[What the task requires] Because only the text is wanted, repeat the records below exactly and omit the pictures.

Exercise input START

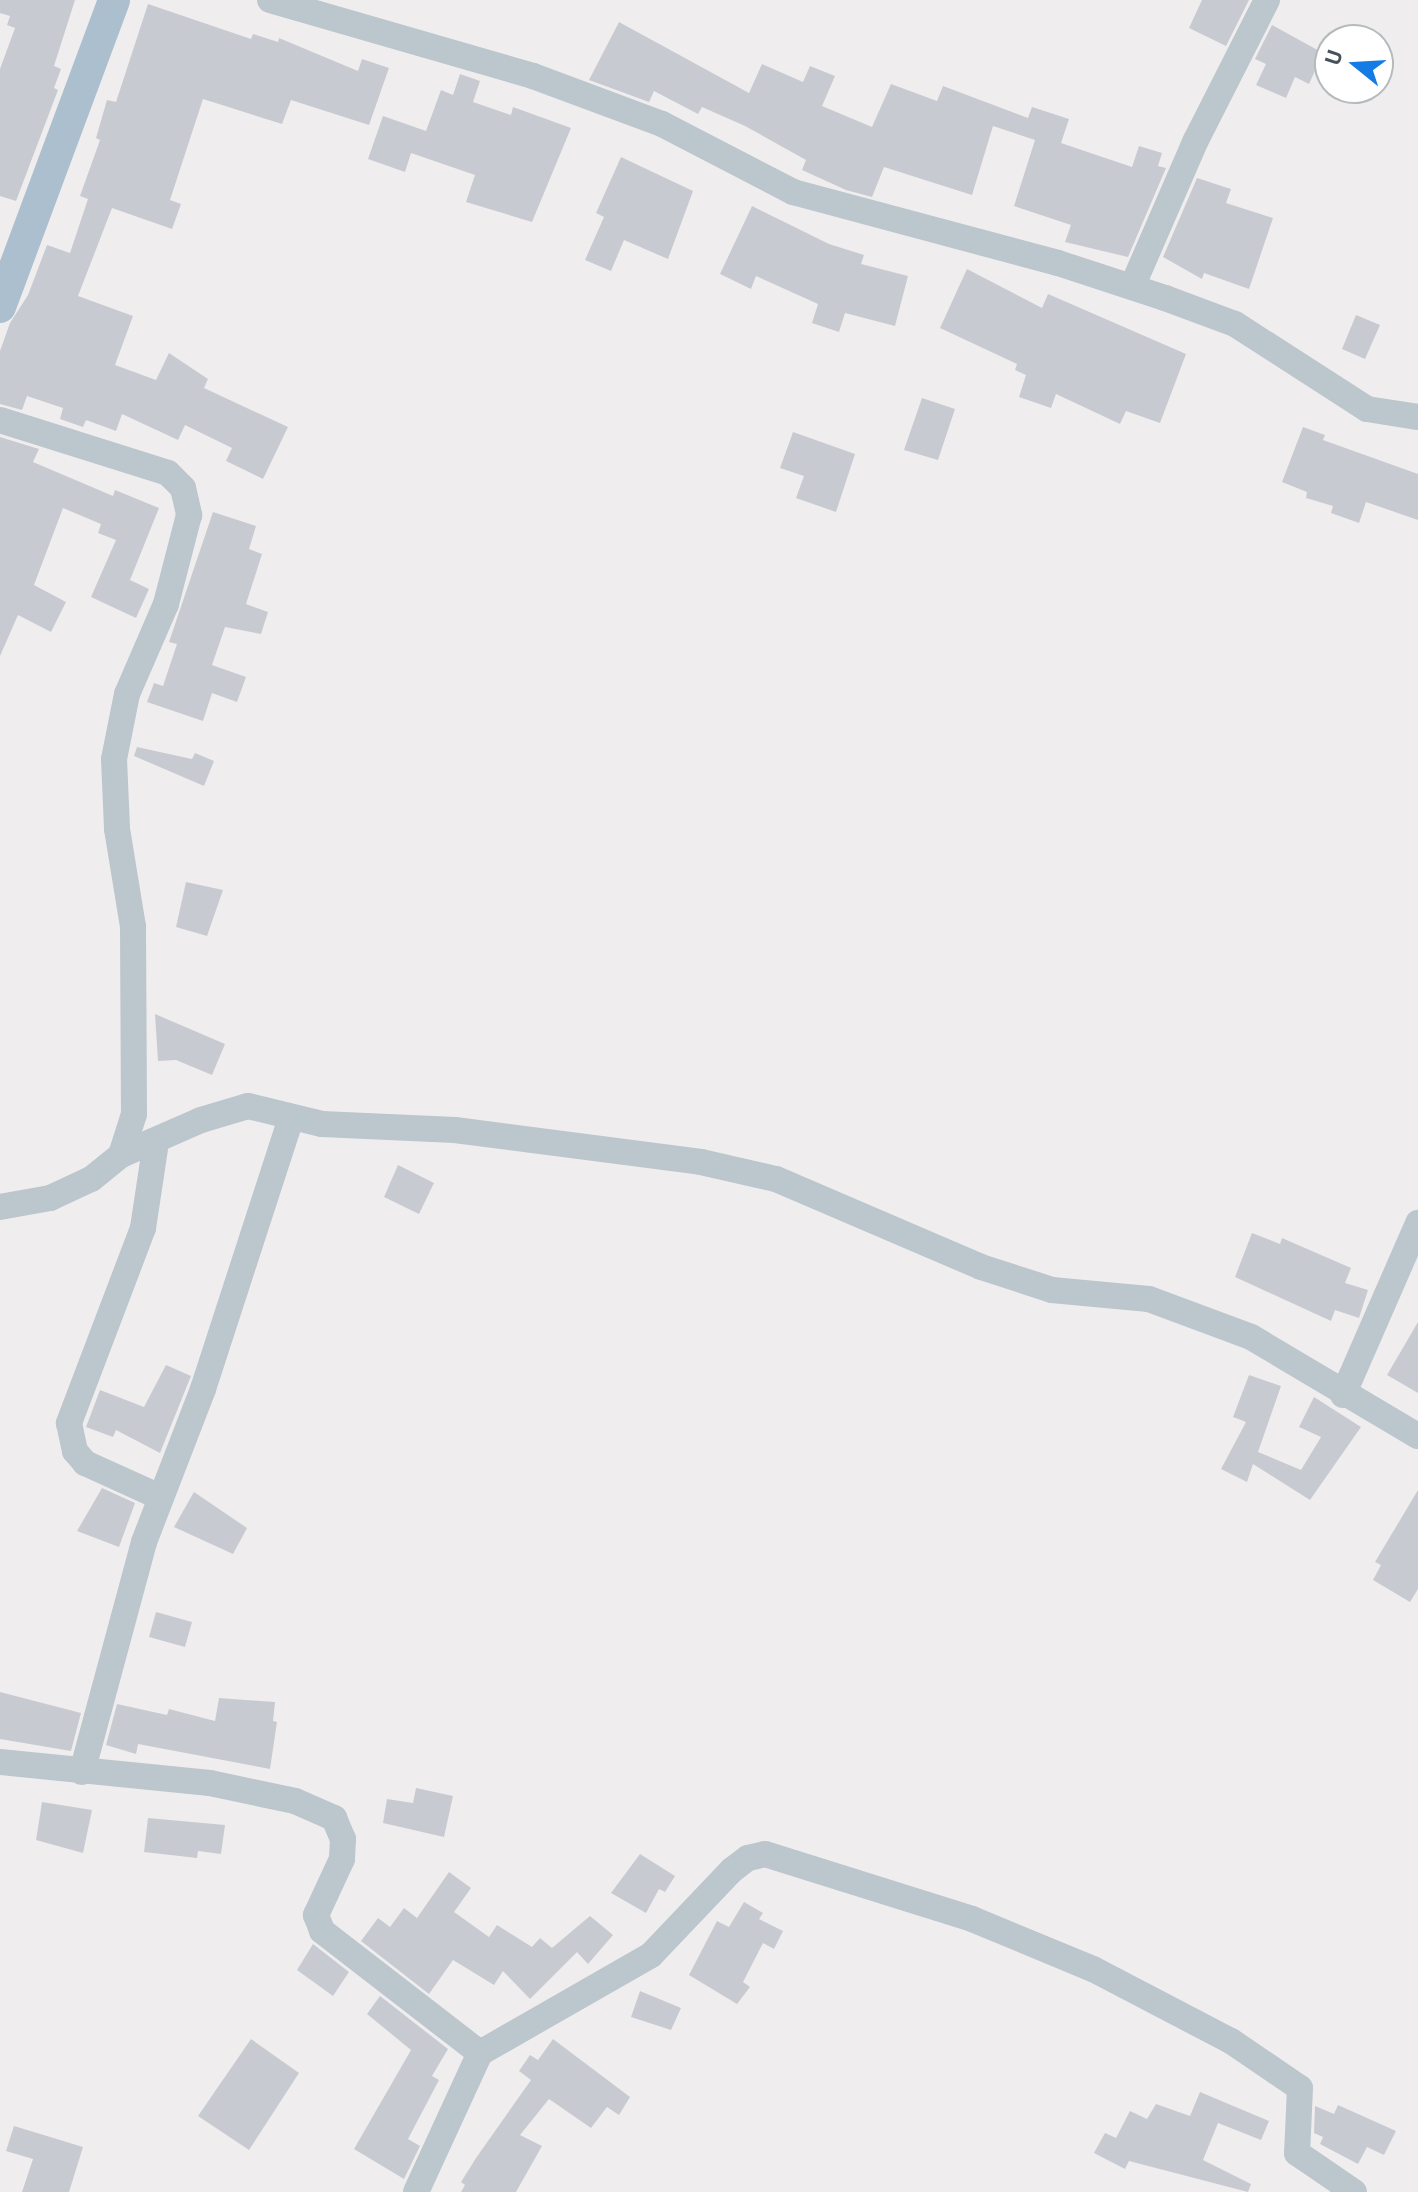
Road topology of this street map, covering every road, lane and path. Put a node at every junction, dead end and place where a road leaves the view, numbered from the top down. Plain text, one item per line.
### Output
1 (114, 0) edge
2 (270, 0) edge
3 (1267, 0) edge
4 (1132, 287) junction
5 (0, 307) edge
6 (1418, 417) edge
7 (0, 420) edge
8 (291, 1118) junction
9 (156, 1142) junction
10 (121, 1155) junction
11 (0, 1207) edge
12 (1418, 1223) edge
13 (1343, 1395) junction
14 (1418, 1436) edge
15 (160, 1497) junction
16 (0, 1762) edge
17 (82, 1772) junction
18 (480, 2053) junction
19 (416, 2192) edge
20 (1354, 2192) edge

1 - 5 main road
2 - 4 street
3 - 4 street
4 - 6 street
7 - 10 street
8 - 9 street
8 - 13 street
8 - 15 street
9 - 10 street
9 - 15 street
10 - 11 street
12 - 13 street
13 - 14 street
15 - 17 street
16 - 17 street
17 - 18 street
18 - 19 street
18 - 20 street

Exercise input END

[Final answer]
Road topology of this street map, covering every road, lane and path. Put a node at every junction, dead end and place where a road leaves the view, numbered from the top down. Plain text, one item per line.
### Output
1 (114, 0) edge
2 (270, 0) edge
3 (1267, 0) edge
4 (1132, 287) junction
5 (0, 307) edge
6 (1418, 417) edge
7 (0, 420) edge
8 (291, 1118) junction
9 (156, 1142) junction
10 (121, 1155) junction
11 (0, 1207) edge
12 (1418, 1223) edge
13 (1343, 1395) junction
14 (1418, 1436) edge
15 (160, 1497) junction
16 (0, 1762) edge
17 (82, 1772) junction
18 (480, 2053) junction
19 (416, 2192) edge
20 (1354, 2192) edge

1 - 5 main road
2 - 4 street
3 - 4 street
4 - 6 street
7 - 10 street
8 - 9 street
8 - 13 street
8 - 15 street
9 - 10 street
9 - 15 street
10 - 11 street
12 - 13 street
13 - 14 street
15 - 17 street
16 - 17 street
17 - 18 street
18 - 19 street
18 - 20 street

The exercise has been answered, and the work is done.